ISLAMABAD: In a span of five years, the reliance on withholding taxes has increased dramatically, underscoring the need for the revamp of tax policies that have failed to broaden the base and made the Federal Board of Revenue (FBR) more complacent.
The FBR’s reliance grew to nearly 72% of total direct tax collection from 56%.
At the end of fiscal year 2017-18, the collection of withholding taxes stood at Rs1.047 trillion, which was equal to 71.8% of total direct tax collection last year, showed official documents.
In fiscal year 2016-17, the share of withholding taxes in direct tax collection was slightly above 70%. In the last fiscal year, total tax collection stood at Rs3.841 trillion, of which direct taxes were only Rs1.458 trillion or 38%. The annual collection was lower than the target of Rs4.013 trillion.
The share of withholding taxes in total direct tax collection was 56% in June 2013 when the Pakistan Muslim League-Nawaz (PML-N) government came to power. But in its five-year tenure, the government drastically changed the tax structure.
A key reason for the growing reliance on withholding taxes was the PML-N’s policy to impose two separate tax rates on filers and non-filers of income tax returns. In line with the policy, it increased the number of withholding taxes in the past five budgets to around 74 in addition to multiplying the tax rates.
However, people preferred to pay relatively higher taxes and tried to dodge the tax net.
However, the tax collection supported by withholding taxes and other indirect taxes made tax authorities and the political leadership complacent, diverting attention away from core problems.
Of the Rs3.841-trillion annual collection, the withholding taxes, sales tax, customs duty and federal excise duty accounted for Rs3.44 trillion or nearly 90% of the total.
The FBR’s data showed that the tax machinery collected only Rs104.1 billion through its own efforts in the last fiscal year. The share of direct taxes collected by the FBR on its own was a mere 7.1%, slightly better than the preceding year’s 6.9%. This speaks volumes about the efficiency of tax machinery that comprises over 20,000 people.
Another Rs377.4 billion or 26% of direct taxes were contributed by taxpayers as voluntary payments on account of advance income tax and minimum tax.

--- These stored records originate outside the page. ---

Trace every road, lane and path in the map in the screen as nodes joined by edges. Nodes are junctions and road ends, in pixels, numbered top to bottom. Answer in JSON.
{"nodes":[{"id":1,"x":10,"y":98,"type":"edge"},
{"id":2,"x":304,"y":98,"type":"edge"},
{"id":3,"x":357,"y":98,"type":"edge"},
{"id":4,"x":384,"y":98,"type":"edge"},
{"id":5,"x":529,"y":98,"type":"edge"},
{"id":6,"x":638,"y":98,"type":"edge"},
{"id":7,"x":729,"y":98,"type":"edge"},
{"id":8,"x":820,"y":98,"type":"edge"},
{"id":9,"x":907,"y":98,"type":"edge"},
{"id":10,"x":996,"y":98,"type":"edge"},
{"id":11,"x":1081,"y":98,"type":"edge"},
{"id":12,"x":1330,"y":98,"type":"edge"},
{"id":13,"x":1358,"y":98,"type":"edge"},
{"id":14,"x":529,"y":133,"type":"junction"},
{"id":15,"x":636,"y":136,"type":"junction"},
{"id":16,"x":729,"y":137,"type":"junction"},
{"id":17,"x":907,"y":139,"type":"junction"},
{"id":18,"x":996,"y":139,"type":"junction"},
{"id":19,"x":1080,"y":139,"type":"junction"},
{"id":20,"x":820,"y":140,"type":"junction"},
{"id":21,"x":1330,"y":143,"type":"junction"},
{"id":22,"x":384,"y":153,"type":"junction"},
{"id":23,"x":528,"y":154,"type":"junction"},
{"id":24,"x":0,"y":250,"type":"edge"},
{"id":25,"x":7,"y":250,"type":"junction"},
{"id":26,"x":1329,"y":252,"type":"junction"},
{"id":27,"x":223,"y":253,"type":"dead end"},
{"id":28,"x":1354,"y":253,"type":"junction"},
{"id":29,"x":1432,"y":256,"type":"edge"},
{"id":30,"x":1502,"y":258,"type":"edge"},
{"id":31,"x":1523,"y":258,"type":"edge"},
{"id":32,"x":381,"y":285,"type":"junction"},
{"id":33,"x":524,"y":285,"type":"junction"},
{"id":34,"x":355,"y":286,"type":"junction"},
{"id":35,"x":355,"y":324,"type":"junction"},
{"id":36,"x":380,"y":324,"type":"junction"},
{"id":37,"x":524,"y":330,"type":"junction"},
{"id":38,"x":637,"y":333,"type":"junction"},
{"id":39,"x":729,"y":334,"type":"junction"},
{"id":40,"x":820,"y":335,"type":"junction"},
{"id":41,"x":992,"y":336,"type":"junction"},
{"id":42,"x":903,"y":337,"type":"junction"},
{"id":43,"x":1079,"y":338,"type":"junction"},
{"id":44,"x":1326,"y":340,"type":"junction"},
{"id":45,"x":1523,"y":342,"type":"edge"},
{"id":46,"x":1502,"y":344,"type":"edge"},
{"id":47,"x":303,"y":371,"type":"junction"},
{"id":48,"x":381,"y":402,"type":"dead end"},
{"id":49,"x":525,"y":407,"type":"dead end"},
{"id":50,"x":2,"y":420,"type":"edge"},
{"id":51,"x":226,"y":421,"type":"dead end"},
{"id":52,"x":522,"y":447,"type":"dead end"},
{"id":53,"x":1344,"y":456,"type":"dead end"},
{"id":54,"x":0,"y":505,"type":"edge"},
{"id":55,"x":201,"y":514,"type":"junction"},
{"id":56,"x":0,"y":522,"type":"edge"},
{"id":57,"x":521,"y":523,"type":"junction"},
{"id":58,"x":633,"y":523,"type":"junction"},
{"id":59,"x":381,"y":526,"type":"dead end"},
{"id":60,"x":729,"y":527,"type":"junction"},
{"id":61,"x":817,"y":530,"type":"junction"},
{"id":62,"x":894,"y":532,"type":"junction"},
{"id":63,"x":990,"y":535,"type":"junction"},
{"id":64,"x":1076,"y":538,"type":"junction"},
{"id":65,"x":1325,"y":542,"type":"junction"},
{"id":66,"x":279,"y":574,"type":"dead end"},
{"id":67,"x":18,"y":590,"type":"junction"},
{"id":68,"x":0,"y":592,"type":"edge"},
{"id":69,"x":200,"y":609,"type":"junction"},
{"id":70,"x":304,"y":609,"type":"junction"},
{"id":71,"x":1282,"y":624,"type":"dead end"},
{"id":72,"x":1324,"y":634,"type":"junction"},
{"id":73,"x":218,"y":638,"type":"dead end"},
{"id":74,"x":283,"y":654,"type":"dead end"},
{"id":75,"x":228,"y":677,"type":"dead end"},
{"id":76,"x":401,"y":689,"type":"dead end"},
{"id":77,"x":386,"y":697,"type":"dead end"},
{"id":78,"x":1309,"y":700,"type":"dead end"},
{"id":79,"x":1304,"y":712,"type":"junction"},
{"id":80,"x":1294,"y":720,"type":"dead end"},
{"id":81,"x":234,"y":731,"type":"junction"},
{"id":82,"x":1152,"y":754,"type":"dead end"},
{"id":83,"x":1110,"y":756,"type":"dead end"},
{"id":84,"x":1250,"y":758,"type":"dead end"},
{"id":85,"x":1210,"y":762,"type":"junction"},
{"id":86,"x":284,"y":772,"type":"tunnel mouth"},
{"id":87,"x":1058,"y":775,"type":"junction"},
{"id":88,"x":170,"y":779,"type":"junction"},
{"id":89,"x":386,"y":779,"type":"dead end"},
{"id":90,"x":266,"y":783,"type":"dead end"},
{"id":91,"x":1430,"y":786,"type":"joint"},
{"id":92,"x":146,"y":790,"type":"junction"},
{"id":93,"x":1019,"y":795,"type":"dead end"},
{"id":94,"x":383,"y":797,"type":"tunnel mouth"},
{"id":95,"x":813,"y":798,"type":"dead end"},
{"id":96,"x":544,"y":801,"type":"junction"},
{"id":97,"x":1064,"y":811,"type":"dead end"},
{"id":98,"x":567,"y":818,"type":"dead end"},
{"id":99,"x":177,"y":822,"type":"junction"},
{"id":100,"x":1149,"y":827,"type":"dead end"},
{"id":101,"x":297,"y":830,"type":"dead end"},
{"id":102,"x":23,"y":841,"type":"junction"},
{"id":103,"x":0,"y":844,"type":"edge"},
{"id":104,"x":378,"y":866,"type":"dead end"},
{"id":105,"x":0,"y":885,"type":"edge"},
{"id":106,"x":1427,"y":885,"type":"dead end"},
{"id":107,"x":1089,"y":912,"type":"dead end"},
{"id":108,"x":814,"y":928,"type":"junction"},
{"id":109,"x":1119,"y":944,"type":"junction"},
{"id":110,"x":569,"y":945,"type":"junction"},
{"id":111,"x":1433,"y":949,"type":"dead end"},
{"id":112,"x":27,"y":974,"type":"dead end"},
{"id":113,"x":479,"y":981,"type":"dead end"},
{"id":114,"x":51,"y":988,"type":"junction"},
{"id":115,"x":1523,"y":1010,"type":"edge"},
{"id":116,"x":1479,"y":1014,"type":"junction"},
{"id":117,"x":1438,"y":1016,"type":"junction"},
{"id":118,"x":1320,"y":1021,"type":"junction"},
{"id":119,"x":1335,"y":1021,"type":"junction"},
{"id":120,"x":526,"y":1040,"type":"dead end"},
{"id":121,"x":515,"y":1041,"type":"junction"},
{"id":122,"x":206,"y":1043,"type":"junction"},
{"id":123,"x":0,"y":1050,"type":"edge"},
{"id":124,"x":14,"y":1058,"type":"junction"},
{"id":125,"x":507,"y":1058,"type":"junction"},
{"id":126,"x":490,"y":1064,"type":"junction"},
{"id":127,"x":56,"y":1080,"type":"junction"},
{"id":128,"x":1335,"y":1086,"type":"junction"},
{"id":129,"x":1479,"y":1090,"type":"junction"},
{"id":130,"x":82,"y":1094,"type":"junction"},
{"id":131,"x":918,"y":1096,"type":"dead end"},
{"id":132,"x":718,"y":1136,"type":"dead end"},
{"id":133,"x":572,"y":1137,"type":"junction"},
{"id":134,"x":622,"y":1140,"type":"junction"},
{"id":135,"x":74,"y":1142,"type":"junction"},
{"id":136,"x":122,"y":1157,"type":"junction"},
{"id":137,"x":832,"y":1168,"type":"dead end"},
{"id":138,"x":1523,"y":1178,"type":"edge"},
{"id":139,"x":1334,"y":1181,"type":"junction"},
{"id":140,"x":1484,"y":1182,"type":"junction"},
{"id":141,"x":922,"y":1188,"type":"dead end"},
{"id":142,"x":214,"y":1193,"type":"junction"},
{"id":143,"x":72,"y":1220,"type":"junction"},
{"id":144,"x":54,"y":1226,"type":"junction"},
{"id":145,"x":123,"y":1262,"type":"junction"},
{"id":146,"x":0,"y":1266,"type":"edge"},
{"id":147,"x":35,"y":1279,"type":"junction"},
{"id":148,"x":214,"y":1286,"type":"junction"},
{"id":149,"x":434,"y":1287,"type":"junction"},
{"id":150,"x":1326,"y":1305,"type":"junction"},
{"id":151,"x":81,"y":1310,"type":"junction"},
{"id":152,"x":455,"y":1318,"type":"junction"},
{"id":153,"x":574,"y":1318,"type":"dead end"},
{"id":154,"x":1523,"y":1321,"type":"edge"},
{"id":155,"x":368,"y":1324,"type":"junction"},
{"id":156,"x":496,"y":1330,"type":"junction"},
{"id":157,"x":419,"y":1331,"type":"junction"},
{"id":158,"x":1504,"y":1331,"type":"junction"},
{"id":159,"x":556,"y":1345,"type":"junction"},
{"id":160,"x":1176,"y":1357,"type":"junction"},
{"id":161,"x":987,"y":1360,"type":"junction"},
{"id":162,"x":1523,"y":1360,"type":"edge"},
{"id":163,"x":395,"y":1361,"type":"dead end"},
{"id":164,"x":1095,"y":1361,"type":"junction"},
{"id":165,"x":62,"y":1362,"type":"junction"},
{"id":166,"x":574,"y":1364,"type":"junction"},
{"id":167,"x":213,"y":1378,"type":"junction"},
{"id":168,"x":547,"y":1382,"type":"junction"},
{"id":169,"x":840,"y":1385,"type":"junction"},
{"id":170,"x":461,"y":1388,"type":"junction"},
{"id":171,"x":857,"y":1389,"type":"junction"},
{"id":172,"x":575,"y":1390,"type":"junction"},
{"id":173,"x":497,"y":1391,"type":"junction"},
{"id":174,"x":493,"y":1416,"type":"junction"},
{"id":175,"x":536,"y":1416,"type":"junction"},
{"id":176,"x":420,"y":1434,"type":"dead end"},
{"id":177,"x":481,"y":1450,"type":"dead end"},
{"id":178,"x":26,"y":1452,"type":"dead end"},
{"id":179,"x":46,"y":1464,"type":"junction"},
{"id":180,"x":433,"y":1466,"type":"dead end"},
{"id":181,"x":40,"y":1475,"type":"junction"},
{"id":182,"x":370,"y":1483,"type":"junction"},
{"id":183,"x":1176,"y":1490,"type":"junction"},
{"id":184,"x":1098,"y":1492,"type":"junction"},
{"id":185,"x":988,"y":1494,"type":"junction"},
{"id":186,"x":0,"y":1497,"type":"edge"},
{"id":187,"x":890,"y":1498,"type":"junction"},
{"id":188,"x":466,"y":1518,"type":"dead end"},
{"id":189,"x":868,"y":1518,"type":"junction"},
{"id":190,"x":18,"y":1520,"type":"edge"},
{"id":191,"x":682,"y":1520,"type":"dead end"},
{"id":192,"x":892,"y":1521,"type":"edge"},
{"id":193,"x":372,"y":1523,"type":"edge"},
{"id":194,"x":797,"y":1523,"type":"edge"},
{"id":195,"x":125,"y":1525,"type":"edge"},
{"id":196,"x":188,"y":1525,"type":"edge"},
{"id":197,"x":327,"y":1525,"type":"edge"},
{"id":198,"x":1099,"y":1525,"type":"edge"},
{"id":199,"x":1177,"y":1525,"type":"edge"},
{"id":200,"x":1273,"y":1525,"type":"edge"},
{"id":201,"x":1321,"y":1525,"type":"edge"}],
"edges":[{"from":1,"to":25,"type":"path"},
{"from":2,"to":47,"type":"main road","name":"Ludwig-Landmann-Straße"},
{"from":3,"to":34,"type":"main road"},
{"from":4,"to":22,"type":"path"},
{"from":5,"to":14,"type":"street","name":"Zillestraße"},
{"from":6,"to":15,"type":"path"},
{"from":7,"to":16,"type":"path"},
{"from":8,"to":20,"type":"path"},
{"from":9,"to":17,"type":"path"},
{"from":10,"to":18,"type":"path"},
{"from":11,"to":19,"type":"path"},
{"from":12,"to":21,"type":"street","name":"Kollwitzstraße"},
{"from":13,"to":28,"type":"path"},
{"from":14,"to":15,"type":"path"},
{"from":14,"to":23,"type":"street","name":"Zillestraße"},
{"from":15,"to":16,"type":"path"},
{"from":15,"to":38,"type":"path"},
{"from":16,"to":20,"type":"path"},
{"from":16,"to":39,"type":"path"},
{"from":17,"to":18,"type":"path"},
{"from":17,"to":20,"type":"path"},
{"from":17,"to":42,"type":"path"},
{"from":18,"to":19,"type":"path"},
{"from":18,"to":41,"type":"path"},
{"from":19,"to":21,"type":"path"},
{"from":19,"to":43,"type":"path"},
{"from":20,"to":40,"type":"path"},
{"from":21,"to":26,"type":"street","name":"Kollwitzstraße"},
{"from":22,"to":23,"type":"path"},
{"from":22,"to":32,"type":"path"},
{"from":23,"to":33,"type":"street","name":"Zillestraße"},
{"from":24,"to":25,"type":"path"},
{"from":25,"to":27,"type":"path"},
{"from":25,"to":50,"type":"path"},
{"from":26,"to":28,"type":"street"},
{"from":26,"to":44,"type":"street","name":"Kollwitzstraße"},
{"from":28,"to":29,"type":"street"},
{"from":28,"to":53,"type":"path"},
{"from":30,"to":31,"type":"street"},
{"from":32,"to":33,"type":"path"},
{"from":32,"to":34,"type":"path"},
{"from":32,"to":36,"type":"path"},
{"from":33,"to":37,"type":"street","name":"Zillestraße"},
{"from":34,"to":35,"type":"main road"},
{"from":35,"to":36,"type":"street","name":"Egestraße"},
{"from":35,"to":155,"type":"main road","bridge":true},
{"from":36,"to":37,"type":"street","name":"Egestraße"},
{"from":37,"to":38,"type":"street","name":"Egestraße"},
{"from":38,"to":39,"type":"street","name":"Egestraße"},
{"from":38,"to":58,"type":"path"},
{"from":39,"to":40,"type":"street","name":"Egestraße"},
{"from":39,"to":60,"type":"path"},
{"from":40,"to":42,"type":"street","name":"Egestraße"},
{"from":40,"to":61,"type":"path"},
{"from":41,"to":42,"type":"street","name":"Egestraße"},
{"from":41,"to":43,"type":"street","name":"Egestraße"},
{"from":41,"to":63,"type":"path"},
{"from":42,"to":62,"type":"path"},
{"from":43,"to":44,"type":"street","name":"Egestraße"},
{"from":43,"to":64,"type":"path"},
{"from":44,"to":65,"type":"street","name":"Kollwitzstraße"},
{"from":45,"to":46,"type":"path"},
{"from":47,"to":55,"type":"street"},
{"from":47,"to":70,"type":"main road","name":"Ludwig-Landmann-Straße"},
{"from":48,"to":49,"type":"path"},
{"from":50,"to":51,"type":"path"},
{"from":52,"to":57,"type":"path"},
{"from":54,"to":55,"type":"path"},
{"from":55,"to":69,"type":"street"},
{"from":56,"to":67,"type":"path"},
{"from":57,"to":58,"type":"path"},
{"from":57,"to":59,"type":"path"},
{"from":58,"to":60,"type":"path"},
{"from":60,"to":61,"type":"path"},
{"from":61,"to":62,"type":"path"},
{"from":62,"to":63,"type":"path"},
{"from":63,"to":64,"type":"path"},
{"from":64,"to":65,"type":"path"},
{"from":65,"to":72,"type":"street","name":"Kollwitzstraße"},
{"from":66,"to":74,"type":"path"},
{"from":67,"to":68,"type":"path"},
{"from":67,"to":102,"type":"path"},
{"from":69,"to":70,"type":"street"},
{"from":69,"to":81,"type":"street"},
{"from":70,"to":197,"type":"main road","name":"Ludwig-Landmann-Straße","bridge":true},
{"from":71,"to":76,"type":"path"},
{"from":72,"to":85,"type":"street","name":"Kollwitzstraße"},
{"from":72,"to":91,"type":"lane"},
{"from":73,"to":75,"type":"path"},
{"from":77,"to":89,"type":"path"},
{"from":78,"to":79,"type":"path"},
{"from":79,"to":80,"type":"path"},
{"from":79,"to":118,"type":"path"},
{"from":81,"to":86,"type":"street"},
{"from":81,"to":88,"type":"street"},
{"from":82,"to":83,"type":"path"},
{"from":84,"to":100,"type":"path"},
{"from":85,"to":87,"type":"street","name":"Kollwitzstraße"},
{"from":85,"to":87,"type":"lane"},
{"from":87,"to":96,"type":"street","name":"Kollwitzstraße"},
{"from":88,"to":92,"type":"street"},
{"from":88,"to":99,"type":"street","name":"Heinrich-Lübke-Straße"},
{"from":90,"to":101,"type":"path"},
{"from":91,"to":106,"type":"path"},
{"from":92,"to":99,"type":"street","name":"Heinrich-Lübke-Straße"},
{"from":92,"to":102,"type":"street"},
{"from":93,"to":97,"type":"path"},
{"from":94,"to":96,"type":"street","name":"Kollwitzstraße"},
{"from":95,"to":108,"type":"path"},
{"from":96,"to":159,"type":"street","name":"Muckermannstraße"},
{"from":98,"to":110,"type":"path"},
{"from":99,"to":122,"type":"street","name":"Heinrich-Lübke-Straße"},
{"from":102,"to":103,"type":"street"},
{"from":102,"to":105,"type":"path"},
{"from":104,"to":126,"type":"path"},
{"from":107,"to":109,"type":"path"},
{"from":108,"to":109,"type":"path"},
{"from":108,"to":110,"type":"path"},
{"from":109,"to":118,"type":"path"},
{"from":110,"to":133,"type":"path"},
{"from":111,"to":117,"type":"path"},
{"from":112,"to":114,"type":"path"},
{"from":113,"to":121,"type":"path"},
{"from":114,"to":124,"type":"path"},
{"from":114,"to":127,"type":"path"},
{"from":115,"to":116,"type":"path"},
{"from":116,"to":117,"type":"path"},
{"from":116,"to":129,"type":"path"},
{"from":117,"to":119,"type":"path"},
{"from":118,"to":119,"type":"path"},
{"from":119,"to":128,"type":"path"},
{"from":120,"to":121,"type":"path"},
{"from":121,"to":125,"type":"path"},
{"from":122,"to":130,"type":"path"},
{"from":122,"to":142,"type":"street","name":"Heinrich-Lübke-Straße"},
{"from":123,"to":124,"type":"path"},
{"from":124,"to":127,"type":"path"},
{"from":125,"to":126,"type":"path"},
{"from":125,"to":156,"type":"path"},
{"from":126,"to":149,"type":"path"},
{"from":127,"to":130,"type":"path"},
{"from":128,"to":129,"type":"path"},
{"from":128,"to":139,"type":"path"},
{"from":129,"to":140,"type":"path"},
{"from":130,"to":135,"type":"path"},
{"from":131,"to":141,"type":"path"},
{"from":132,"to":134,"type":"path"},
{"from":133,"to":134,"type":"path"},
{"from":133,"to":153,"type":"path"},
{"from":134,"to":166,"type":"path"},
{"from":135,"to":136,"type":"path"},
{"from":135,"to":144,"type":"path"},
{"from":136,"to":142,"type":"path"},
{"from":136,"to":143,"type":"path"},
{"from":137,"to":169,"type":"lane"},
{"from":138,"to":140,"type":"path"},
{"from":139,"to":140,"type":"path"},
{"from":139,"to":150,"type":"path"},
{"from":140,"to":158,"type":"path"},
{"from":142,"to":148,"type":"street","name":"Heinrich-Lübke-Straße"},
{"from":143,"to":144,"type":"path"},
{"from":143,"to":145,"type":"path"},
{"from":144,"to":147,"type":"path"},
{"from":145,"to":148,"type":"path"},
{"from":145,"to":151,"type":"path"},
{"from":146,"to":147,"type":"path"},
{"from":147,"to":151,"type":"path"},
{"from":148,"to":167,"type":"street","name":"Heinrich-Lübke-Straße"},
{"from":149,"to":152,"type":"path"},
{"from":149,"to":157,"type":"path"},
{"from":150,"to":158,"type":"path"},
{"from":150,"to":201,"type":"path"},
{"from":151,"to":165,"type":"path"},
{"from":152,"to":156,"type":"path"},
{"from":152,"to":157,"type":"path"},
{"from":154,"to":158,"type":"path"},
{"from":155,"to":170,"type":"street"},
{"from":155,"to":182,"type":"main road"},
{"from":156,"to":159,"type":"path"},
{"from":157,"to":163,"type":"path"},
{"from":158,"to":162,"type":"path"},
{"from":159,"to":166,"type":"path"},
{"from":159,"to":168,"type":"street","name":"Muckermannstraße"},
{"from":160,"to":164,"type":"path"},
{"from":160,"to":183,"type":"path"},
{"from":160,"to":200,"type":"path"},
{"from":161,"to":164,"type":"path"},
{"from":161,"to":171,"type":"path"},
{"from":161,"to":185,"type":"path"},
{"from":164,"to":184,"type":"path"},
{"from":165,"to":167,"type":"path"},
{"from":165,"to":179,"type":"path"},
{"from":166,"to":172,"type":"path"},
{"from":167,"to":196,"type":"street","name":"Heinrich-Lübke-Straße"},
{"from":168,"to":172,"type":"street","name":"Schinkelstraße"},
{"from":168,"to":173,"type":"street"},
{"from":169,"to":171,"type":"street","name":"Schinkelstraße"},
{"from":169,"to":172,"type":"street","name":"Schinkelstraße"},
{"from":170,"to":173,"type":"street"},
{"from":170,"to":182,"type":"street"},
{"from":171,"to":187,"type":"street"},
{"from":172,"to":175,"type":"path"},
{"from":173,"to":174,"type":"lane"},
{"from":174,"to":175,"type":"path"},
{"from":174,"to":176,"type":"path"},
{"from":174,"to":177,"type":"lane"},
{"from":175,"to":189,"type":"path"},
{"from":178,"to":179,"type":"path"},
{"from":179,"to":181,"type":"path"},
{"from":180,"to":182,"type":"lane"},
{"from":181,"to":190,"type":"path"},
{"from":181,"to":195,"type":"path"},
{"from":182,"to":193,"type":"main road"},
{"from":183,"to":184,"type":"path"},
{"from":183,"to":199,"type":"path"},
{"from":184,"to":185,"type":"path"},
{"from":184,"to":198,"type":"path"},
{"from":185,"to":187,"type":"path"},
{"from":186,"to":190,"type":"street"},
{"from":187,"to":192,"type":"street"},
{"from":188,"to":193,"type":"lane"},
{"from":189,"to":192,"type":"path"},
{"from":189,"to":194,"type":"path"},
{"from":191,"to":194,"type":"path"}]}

The Pakistan Tehreek-e-Insaf (PTI), which will form the incoming government, has announced that it will reduce reliance on indirect taxes and increase the contribution of direct taxes. It has also vowed to separate tax policy from FBR’s operations.
Although the FBR collects about 12 dozen withholding taxes, the main contributors were withholding taxes on contracts, imports, salaries, telephone bills, exports, bank interests, cash withdrawal, dividends, technical fee and electricity bills.
The top contributor to withholding taxes was contracts that contributed Rs283.2 billion or 27% of the total withholding tax collection in the last fiscal year. At the import stage, the FBR collected Rs218.8 billion in withholding tax, 21% of the total withholding tax collection.
Salaried class contributed Rs133.4 billion or 12.7% of total withholding taxes. Tax on dividends contributed Rs57.8 billion, telephone bills Rs47.4 billion, bank interests and securities Rs45.6 billion, electricity bills Rs33.8 billion, cash withdrawals Rs34 billion, banking transactions Rs17.2 billion, exports Rs28.2 billion and technical fee Rs26 billion.
In the last tax year 2017, about 1.45 million individuals and companies, forming 0.7% of total population, filed income tax returns. A breakdown shows that the FBR’s effective tax base comprises less than 250,000 people whose annual income is above the threshold of Rs1.2 million.
Of the 1.45 million people, about 640,000 did not pay any tax and just filed annual returns.
Then there were about 425,000 individuals whose annual income was between Rs400,001 and Rs800,000, who will be liable to pay only a nominal Rs1,000 in income tax in the new fiscal year.
Another 150,000 individuals showed their annual income between Rs800,001 and Rs1.2 million and thus they will pay only Rs2,000 in tax in the tax year 2018.
Published in The Express Tribune, August 11th, 2018.